Nunca pensé que llegaría a encariñarme con el viejo principio democrático sobre la violencia como monopolio del Estado. Ha tenido la culpa la nueva ley de Seguridad Privada. Se publicó este viernes en el BOE tras su paso por el Senado y la aprobación definitiva en el Congreso. No tranquiliza nada saber de las competencias que no tenían y ya tienen los vigilantes que trabajan a sueldo de las más de mil empresas del sector.
Estamos ante una expresión más de las pulsiones privatizadoras del Gobierno
Por ejemplo, se retiran las limitaciones impuestas a los vigilantes privados para actuar en espacios públicos. A partir de ahora ya podrán hacerlo, aunque sea al aire libre. Antes solo podían actuar en recintos cerrados, como polígonos industriales, urbanizaciones o centros comerciales, donde podían hasta efectuar detenciones sólo si estaban relacionadas con el recinto cuya protección tenían encomendada. Ahora se les permitirá actuar preventivamente frente a «actuaciones contrarias a la ley» y quedan facultados para detener a una persona en caso de «delito flagrante»
El espíritu y la letra de la nueva normativa cambia el concepto de «subordinación» de los vigilantes a los Cuerpos y Fuerzas de Seguridad del Estado por el de «coordinación». Bajo ese modelo de actuación, los vigilantes podrán detener, identificar y cachear. Se trata de novedades que, debidamente cruzadas con la rebaja de condiciones entre los aspirantes a trabajar en el sector, disparan las dudas sobre las posibles consecuencias. Entre otras cosas, desparece la exigencia de tener la nacionalidad española o estar absolutamente libre de antecedentes penales (sólo los precedentes por delitos dolosos serán causa de inadmisión).
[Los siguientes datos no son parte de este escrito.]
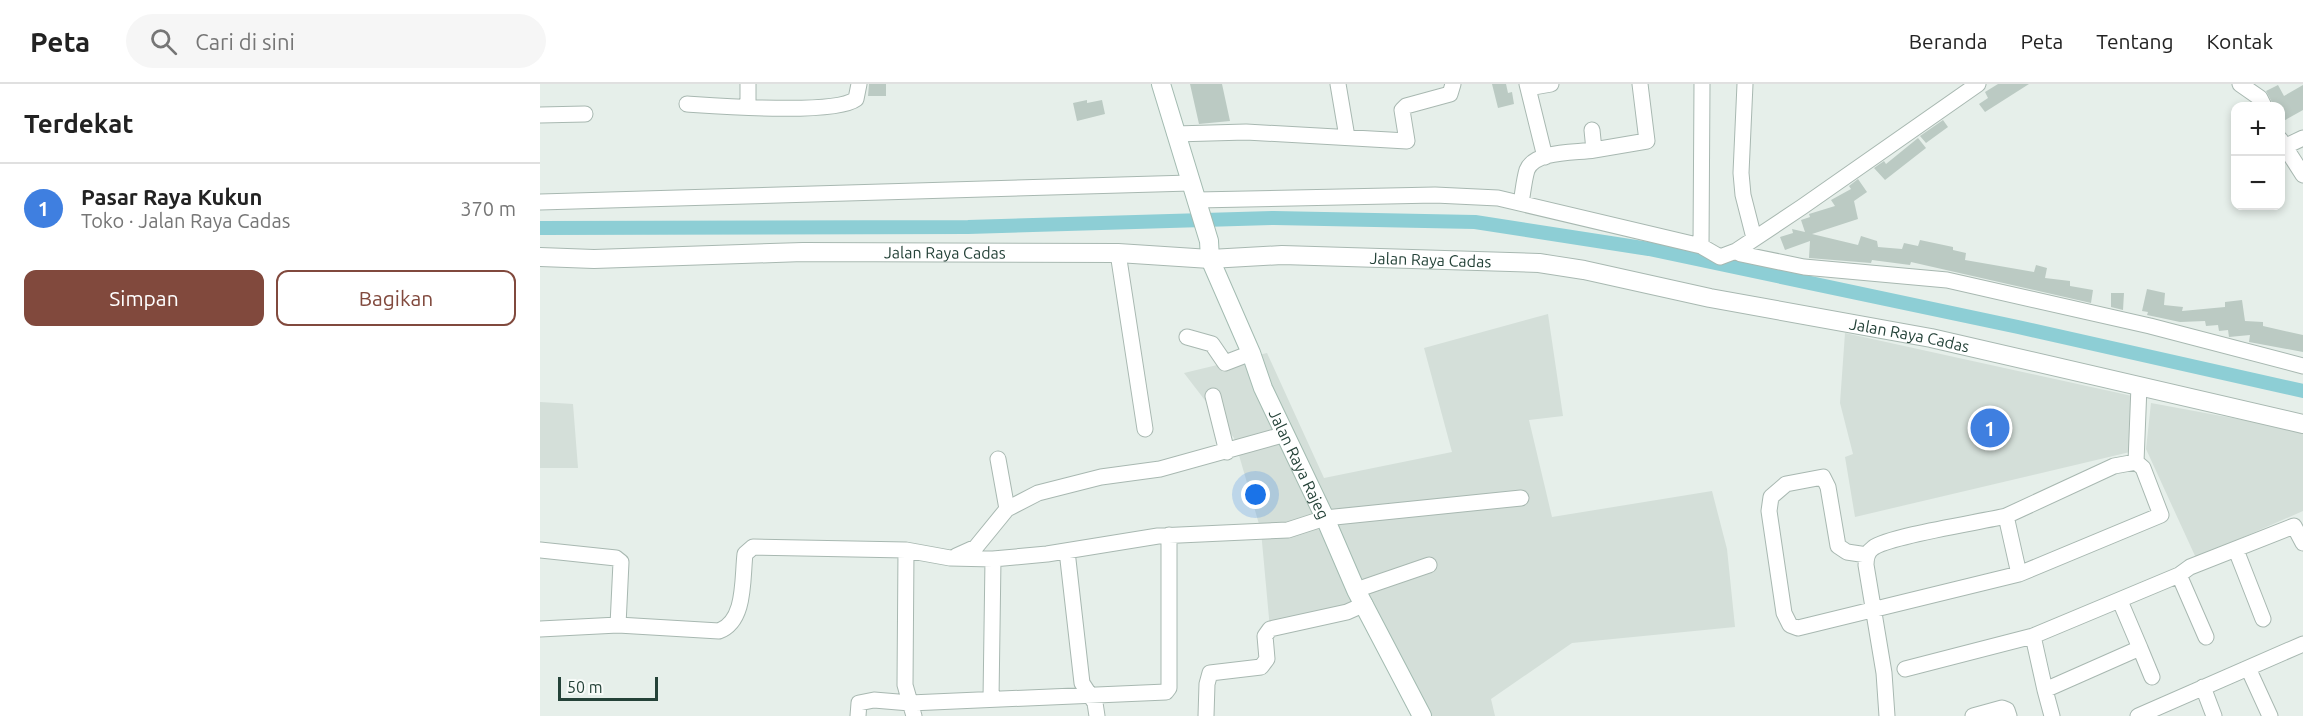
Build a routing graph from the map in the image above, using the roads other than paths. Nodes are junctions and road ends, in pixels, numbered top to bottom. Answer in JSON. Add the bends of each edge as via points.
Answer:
{"nodes":[{"id":1,"x":748,"y":84,"type":"edge"},
{"id":2,"x":859,"y":84,"type":"edge"},
{"id":3,"x":1161,"y":84,"type":"edge"},
{"id":4,"x":1338,"y":84,"type":"edge"},
{"id":5,"x":1453,"y":84,"type":"edge"},
{"id":6,"x":1551,"y":84,"type":"edge"},
{"id":7,"x":1640,"y":84,"type":"edge"},
{"id":8,"x":1702,"y":84,"type":"edge"},
{"id":9,"x":1745,"y":84,"type":"edge"},
{"id":10,"x":1978,"y":84,"type":"edge"},
{"id":11,"x":2240,"y":84,"type":"edge"},
{"id":12,"x":1527,"y":86,"type":"edge"},
{"id":13,"x":2262,"y":102,"type":"edge"},
{"id":14,"x":687,"y":104,"type":"dead end"},
{"id":15,"x":748,"y":107,"type":"junction"},
{"id":16,"x":585,"y":114,"type":"dead end"},
{"id":17,"x":540,"y":115,"type":"edge"},
{"id":18,"x":1593,"y":130,"type":"dead end"},
{"id":19,"x":1175,"y":134,"type":"junction"},
{"id":20,"x":1347,"y":137,"type":"junction"},
{"id":21,"x":2303,"y":138,"type":"edge"},
{"id":22,"x":2285,"y":142,"type":"edge"},
{"id":23,"x":2285,"y":148,"type":"edge"},
{"id":24,"x":1594,"y":150,"type":"junction"},
{"id":25,"x":1545,"y":157,"type":"junction"},
{"id":26,"x":2303,"y":175,"type":"edge"},
{"id":27,"x":1195,"y":196,"type":"junction"},
{"id":28,"x":540,"y":202,"type":"edge"},
{"id":29,"x":1521,"y":203,"type":"junction"},
{"id":30,"x":1754,"y":238,"type":"junction"},
{"id":31,"x":1701,"y":246,"type":"junction"},
{"id":32,"x":1209,"y":250,"type":"junction"},
{"id":33,"x":1118,"y":253,"type":"junction"},
{"id":34,"x":1730,"y":254,"type":"junction"},
{"id":35,"x":540,"y":257,"type":"edge"},
{"id":36,"x":1187,"y":337,"type":"dead end"},
{"id":37,"x":1251,"y":353,"type":"junction"},
{"id":38,"x":2303,"y":366,"type":"edge"},
{"id":39,"x":2139,"y":386,"type":"junction"},
{"id":40,"x":1213,"y":396,"type":"dead end"},
{"id":41,"x":2303,"y":424,"type":"edge"},
{"id":42,"x":1145,"y":429,"type":"dead end"},
{"id":43,"x":1286,"y":434,"type":"junction"},
{"id":44,"x":1227,"y":452,"type":"junction"},
{"id":45,"x":998,"y":459,"type":"dead end"},
{"id":46,"x":2136,"y":462,"type":"junction"},
{"id":47,"x":1521,"y":498,"type":"dead end"},
{"id":48,"x":1007,"y":509,"type":"junction"},
{"id":49,"x":2006,"y":516,"type":"junction"},
{"id":50,"x":1325,"y":518,"type":"junction"},
{"id":51,"x":2299,"y":525,"type":"edge"},
{"id":52,"x":1169,"y":535,"type":"junction"},
{"id":53,"x":2303,"y":543,"type":"edge"},
{"id":54,"x":540,"y":550,"type":"edge"},
{"id":55,"x":906,"y":550,"type":"junction"},
{"id":56,"x":2236,"y":550,"type":"junction"},
{"id":57,"x":1067,"y":551,"type":"junction"},
{"id":58,"x":1867,"y":555,"type":"junction"},
{"id":59,"x":950,"y":558,"type":"junction"},
{"id":60,"x":993,"y":559,"type":"junction"},
{"id":61,"x":1429,"y":565,"type":"dead end"},
{"id":62,"x":2019,"y":574,"type":"junction"},
{"id":63,"x":2179,"y":575,"type":"junction"},
{"id":64,"x":1361,"y":597,"type":"junction"},
{"id":65,"x":2120,"y":601,"type":"junction"},
{"id":66,"x":1872,"y":610,"type":"junction"},
{"id":67,"x":2264,"y":619,"type":"dead end"},
{"id":68,"x":618,"y":625,"type":"junction"},
{"id":69,"x":540,"y":629,"type":"edge"},
{"id":70,"x":2033,"y":636,"type":"junction"},
{"id":71,"x":2206,"y":637,"type":"dead end"},
{"id":72,"x":2303,"y":644,"type":"edge"},
{"id":73,"x":2140,"y":648,"type":"junction"},
{"id":74,"x":2248,"y":668,"type":"junction"},
{"id":75,"x":1905,"y":669,"type":"dead end"},
{"id":76,"x":2152,"y":677,"type":"dead end"},
{"id":77,"x":2203,"y":687,"type":"junction"},
{"id":78,"x":2045,"y":690,"type":"junction"},
{"id":79,"x":1089,"y":695,"type":"junction"},
{"id":80,"x":992,"y":699,"type":"junction"},
{"id":81,"x":912,"y":710,"type":"edge"},
{"id":82,"x":2157,"y":712,"type":"edge"},
{"id":83,"x":858,"y":716,"type":"edge"},
{"id":84,"x":1097,"y":716,"type":"edge"},
{"id":85,"x":1206,"y":716,"type":"edge"},
{"id":86,"x":1422,"y":716,"type":"edge"},
{"id":87,"x":1887,"y":716,"type":"edge"},
{"id":88,"x":1973,"y":716,"type":"edge"},
{"id":89,"x":2008,"y":716,"type":"edge"},
{"id":90,"x":2052,"y":716,"type":"edge"},
{"id":91,"x":2138,"y":716,"type":"edge"},
{"id":92,"x":2214,"y":716,"type":"edge"},
{"id":93,"x":2270,"y":716,"type":"edge"}],
"edges":[{"from":1,"to":15,"type":"street"},
{"from":2,"to":15,"type":"street","via":[[856,99],[850,104]]},
{"from":3,"to":19,"type":"street","name":"Jalan Raya Rajeg"},
{"from":4,"to":20,"type":"street"},
{"from":5,"to":20,"type":"street","via":[[1450,94],[1402,110],[1407,141]]},
{"from":6,"to":12,"type":"street"},
{"from":7,"to":24,"type":"street","via":[[1647,141]]},
{"from":8,"to":31,"type":"street"},
{"from":9,"to":30,"type":"street","via":[[1741,173]]},
{"from":10,"to":30,"type":"street"},
{"from":11,"to":13,"type":"street"},
{"from":12,"to":25,"type":"street"},
{"from":14,"to":15,"type":"street"},
{"from":16,"to":17,"type":"street"},
{"from":18,"to":24,"type":"street"},
{"from":19,"to":20,"type":"street","via":[[1246,132]]},
{"from":19,"to":27,"type":"street","name":"Jalan Raya Rajeg"},
{"from":21,"to":22,"type":"street"},
{"from":23,"to":26,"type":"street"},
{"from":24,"to":25,"type":"street"},
{"from":25,"to":29,"type":"street","via":[[1528,168]]},
{"from":27,"to":28,"type":"street"},
{"from":27,"to":29,"type":"street","via":[[1435,195]]},
{"from":27,"to":32,"type":"street","name":"Jalan Raya Rajeg"},
{"from":29,"to":31,"type":"street"},
{"from":30,"to":34,"type":"street"},
{"from":31,"to":34,"type":"street","via":[[1718,257]]},
{"from":32,"to":33,"type":"street","name":"Jalan Raya Cadas"},
{"from":32,"to":37,"type":"street","name":"Jalan Raya Rajeg"},
{"from":32,"to":39,"type":"street","name":"Jalan Raya Cadas","via":[[1562,266],[1710,298],[1931,338]]},
{"from":33,"to":35,"type":"street","name":"Jalan Raya Cadas","via":[[803,252],[594,259]]},
{"from":33,"to":42,"type":"street"},
{"from":34,"to":38,"type":"street","via":[[1804,267],[1947,280]]},
{"from":36,"to":37,"type":"street","via":[[1212,344],[1225,363]]},
{"from":37,"to":43,"type":"street","name":"Jalan Raya Rajeg"},
{"from":39,"to":41,"type":"street","name":"Jalan Raya Cadas"},
{"from":39,"to":46,"type":"street"},
{"from":40,"to":44,"type":"street"},
{"from":43,"to":44,"type":"street"},
{"from":43,"to":50,"type":"street","name":"Jalan Raya Rajeg"},
{"from":44,"to":48,"type":"street","via":[[1038,493]]},
{"from":45,"to":48,"type":"street"},
{"from":46,"to":49,"type":"street","via":[[2114,466]]},
{"from":46,"to":62,"type":"street","via":[[2143,468],[2162,515]]},
{"from":47,"to":50,"type":"street"},
{"from":48,"to":59,"type":"street","via":[[976,547]]},
{"from":49,"to":58,"type":"street","via":[[1899,539],[1872,548]]},
{"from":49,"to":62,"type":"street"},
{"from":50,"to":52,"type":"street","via":[[1275,531]]},
{"from":50,"to":64,"type":"street","name":"Jalan Raya Rajeg"},
{"from":51,"to":53,"type":"street"},
{"from":51,"to":56,"type":"street"},
{"from":52,"to":57,"type":"street"},
{"from":52,"to":79,"type":"street","via":[[1169,688],[1162,694]]},
{"from":54,"to":68,"type":"street","via":[[616,558],[621,562]]},
{"from":55,"to":59,"type":"street"},
{"from":55,"to":68,"type":"street","via":[[753,547],[745,554],[738,616],[724,629]]},
{"from":55,"to":81,"type":"street","via":[[905,685]]},
{"from":56,"to":63,"type":"street"},
{"from":56,"to":67,"type":"street"},
{"from":57,"to":60,"type":"street"},
{"from":57,"to":79,"type":"street","via":[[1082,683]]},
{"from":58,"to":66,"type":"street"},
{"from":58,"to":66,"type":"street","via":[[1847,552],[1838,546],[1823,477],[1786,484],[1771,497],[1769,511],[1782,600],[1790,625],[1798,628]]},
{"from":59,"to":60,"type":"street"},
{"from":60,"to":80,"type":"street"},
{"from":61,"to":64,"type":"street"},
{"from":62,"to":66,"type":"street"},
{"from":63,"to":65,"type":"street"},
{"from":63,"to":71,"type":"street"},
{"from":64,"to":85,"type":"street","via":[[1347,612],[1270,629],[1265,636],[1267,659],[1261,667],[1210,673]]},
{"from":64,"to":86,"type":"street","name":"Jalan Raya Rajeg"},
{"from":65,"to":70,"type":"street"},
{"from":65,"to":73,"type":"street"},
{"from":66,"to":87,"type":"street","via":[[1884,673]]},
{"from":68,"to":69,"type":"street"},
{"from":70,"to":75,"type":"street"},
{"from":70,"to":78,"type":"street"},
{"from":72,"to":74,"type":"street"},
{"from":73,"to":76,"type":"street"},
{"from":73,"to":78,"type":"street"},
{"from":74,"to":77,"type":"street"},
{"from":74,"to":93,"type":"street"},
{"from":77,"to":82,"type":"street"},
{"from":77,"to":92,"type":"street"},
{"from":78,"to":90,"type":"street"},
{"from":79,"to":80,"type":"street"},
{"from":79,"to":84,"type":"street"},
{"from":80,"to":81,"type":"street"},
{"from":81,"to":83,"type":"street","via":[[863,701],[858,704]]},
{"from":82,"to":91,"type":"street"},
{"from":88,"to":89,"type":"street","via":[[2004,708]]}]}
Lo curioso es el sesgo político del alineamiento a favor y en contra de la ley
Estamos ante una expresión más de las pulsiones privatizadoras del Gobierno. Con la nueva ley se abren muchas oportunidades de negocio para las empresas. Mal asunto, sobre todo si se trata de aplicar un derecho fundamental de los ciudadanos: la seguridad. Por tanto, exigible a los poderes públicos, no al empleado de una empresa con ánimo de lucro. Además, se plantea un problema de desigualdad, derivado de una concepción mercantil, que recuerda la famosa doctrina Ansuátegui, sentada por aquel delegado del Gobierno en Madrid que dejó su frase para la historia: «El que quiera seguridad, que se la pague».
Lo curioso es el sesgo político del alineamiento a favor y en contra de la ley. Ha salido adelante con el voto del PP, al que se han unido los nacionalistas catalanes (CiU) y parcialmente los vascos (PNV). Mientras que todos los partidos de izquierda y UPyD votaron en contra de la ley, lo cual nos ha ofrecido paradojas tan notables como el hecho de que Amaiur (de evidente proximidad a los objetivos políticos de ETA) o ERC (republicanos, de izquierdas y separatistas catalanes) defendieran a las policías públicas (Guardia Civil, Policía Nacional, policías autonómicas y municipales) frente a lo que la representante de la izquierda abertzale, Onintza Enbeitia, calificó de «matones de discoteca jugando a policías».